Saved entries
----------------
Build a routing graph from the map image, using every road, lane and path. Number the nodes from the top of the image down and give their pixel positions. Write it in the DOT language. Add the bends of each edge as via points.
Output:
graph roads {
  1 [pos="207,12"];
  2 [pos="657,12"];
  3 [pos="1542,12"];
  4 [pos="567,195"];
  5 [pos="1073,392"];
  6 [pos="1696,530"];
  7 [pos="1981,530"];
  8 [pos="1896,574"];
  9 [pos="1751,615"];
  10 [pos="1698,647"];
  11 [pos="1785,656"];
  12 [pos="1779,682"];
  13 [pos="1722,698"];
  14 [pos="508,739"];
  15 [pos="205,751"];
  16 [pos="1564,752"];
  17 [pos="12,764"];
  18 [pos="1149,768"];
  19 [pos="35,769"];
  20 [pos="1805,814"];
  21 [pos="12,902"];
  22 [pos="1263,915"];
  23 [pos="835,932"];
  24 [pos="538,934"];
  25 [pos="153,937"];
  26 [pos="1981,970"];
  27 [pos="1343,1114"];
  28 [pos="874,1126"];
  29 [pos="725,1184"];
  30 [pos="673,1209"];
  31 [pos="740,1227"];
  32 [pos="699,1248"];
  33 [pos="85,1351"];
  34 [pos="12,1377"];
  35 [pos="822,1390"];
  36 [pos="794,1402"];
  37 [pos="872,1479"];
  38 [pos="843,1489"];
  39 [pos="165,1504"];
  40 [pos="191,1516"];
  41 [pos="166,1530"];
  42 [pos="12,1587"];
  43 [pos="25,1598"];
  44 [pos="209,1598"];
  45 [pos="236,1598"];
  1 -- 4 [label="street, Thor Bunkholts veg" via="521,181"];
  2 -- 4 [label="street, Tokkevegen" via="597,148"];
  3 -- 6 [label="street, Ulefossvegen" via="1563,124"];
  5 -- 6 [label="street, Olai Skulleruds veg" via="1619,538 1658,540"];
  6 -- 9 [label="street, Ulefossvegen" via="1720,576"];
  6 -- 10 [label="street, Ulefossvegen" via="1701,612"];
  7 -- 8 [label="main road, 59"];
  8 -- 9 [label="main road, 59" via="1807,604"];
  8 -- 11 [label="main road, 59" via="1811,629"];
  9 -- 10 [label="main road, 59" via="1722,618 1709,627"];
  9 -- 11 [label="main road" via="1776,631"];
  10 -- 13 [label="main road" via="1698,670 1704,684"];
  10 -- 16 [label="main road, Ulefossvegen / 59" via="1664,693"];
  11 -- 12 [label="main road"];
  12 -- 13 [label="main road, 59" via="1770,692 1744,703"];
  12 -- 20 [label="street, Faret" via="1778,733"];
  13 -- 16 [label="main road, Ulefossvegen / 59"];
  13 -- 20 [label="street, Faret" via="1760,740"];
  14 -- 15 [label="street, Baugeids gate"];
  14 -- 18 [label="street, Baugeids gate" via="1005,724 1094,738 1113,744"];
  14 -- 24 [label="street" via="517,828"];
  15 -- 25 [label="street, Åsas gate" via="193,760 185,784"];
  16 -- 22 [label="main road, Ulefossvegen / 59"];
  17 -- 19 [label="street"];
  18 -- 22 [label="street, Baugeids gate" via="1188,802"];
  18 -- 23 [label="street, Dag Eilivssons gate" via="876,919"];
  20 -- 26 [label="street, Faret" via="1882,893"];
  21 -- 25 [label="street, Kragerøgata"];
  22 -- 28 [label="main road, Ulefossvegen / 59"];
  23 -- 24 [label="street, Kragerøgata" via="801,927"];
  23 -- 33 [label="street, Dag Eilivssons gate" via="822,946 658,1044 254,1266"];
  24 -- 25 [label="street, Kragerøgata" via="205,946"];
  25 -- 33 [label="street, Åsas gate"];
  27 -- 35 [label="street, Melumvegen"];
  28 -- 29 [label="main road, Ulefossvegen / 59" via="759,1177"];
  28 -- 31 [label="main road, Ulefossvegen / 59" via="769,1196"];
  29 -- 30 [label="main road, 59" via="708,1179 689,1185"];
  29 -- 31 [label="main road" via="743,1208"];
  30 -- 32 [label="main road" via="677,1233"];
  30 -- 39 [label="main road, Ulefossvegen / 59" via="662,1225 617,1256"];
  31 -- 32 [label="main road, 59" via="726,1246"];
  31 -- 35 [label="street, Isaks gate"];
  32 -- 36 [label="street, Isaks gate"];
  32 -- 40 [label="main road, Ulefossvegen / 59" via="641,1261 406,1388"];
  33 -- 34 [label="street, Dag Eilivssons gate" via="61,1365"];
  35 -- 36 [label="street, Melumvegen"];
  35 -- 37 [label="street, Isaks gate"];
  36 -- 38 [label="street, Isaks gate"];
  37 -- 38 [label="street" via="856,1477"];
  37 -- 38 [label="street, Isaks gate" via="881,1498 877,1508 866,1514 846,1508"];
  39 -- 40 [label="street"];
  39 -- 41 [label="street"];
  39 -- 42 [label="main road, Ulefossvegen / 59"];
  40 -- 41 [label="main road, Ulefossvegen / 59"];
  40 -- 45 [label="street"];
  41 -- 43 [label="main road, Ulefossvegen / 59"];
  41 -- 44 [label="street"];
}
----------------
## Requirement:
Only the number is needed here: how many lines of the records contain "Eilivssons"?

## Task response:
3